Начать нужно с читателей. Говорят, их теперь стало много меньше. Может быть, но совокупный тираж стихов Бродского составляет сотни тысяч экземпляров. Они в основном разошлись. Были прочитаны? Его поэзию, безусловно, знают. Своей интеллектуальной холодноватостью и отрешенностью многих отчуждают поздние стихи поэта, сборник «Урания». Но если энциклопедическая статья Британики о Донне прежде всего сообщает о нем как о «создателе лучших образцов любовной лирики на английском языке», то у Бродского также есть чем подтвердить право на подобную оценку. И все-таки сейчас у него репутация поэта, изгнавшего лирику, едва ли не подорвавшего лирическую природу русского стиха.
Подорвал или нет, но он изменил лирический строй, сделав его холоднее, жестче на поверхности текста. Если искать объяснение поэтической ситуации изнутри, то нельзя сказать лучше, чем это сделал М.Айзенберг: «Бродский многое открыл в русской поэзии, но мне кажется, что закрыл он еще больше» («Арион», 1994, No 3. С.26). Это верное сиюминутное объяснение. Так должны ощущать многие поэты, находясь в присутствии Бродского: следовать его путем, значит попасться на подражании, чего не любят в конце ХХ века; писать так, как будто бы ничего не произошло, не изменилось — невозможно. Невозможно, потому что многое изменилось и не в поэзии Бродского, а в том, как теперь чувствуют, как избегают открытого лиризма, как карнавализируют его не в поэзии, а, кажется, в жизни.

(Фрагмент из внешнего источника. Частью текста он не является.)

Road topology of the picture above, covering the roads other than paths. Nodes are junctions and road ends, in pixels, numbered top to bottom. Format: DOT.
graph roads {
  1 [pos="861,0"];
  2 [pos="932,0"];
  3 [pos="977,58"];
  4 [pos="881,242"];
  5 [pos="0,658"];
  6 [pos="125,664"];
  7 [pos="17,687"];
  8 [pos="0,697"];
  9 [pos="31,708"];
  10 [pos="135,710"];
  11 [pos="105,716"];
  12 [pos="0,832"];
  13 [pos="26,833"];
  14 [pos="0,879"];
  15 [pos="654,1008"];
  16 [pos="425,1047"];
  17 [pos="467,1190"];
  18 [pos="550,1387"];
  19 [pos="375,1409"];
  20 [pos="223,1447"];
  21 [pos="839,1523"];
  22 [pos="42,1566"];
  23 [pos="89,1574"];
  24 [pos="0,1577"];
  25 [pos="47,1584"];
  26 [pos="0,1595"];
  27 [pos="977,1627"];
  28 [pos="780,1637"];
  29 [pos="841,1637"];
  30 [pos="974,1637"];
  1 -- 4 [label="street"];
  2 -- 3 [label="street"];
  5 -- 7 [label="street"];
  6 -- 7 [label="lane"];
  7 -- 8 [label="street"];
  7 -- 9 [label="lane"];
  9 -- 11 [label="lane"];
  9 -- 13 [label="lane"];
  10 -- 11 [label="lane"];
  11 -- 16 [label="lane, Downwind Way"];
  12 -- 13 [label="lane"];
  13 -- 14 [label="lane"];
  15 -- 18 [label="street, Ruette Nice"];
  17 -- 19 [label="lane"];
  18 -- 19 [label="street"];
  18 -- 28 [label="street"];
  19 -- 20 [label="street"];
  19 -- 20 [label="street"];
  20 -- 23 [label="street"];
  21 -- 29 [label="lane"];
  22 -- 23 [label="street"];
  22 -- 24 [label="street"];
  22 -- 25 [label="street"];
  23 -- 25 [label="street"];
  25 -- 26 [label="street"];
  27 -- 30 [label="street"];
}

Интересно, как воспринимается наша поэзия при взгляде на нее со стороны? Я не раз задавал этот вопрос ее иностранным читателям и получал ответ, так или иначе сводившийся к тому, что она долго оставалась несколько старомодной по двум причинам. Формально — из-за преобладания в ней рифмы и правильных размеров (ведь мы до сих пор даже переводим в рифму, чего практически нигде не делают). По сути — из-за ее эмоциональной открытости, готовности бесконечно проговаривать чувства.
Это то, что, безусловно, закрыл Бродский. Навсегда или на время? Трудно сказать. Едва ли что-то бывшее в культуре может быть оставлено без продолжения. Но сегодня прежний лирический разлив выглядит анахронизмом. Метафизический путь Бродский оставил за собой, при этом поднявшись в столь «превыспренни сферы», где он не может рассчитывать на многочисленных слушателей и не ожидает их.
Вот и выходит, что одновременно с тем, как Бродский открывал, что-то было закрыто, завершено, и все еще утомительно завораживает свой завершенностью, поскольку слишком многое одновременно подошло к своему концу в нашей культуре и истории. Долетают обрывки отзвучавших фраз, складываются в бесконечно нанизываемые строфы и претендуют на то, чтобы считаться карнавалом, с которого давно пора разойтись.
Что-то кончилось, в то же время оставив ощущение, что поэзия обрела новый язык, даже если она еще не вполне уверена, что бы она хотела на нем сказать.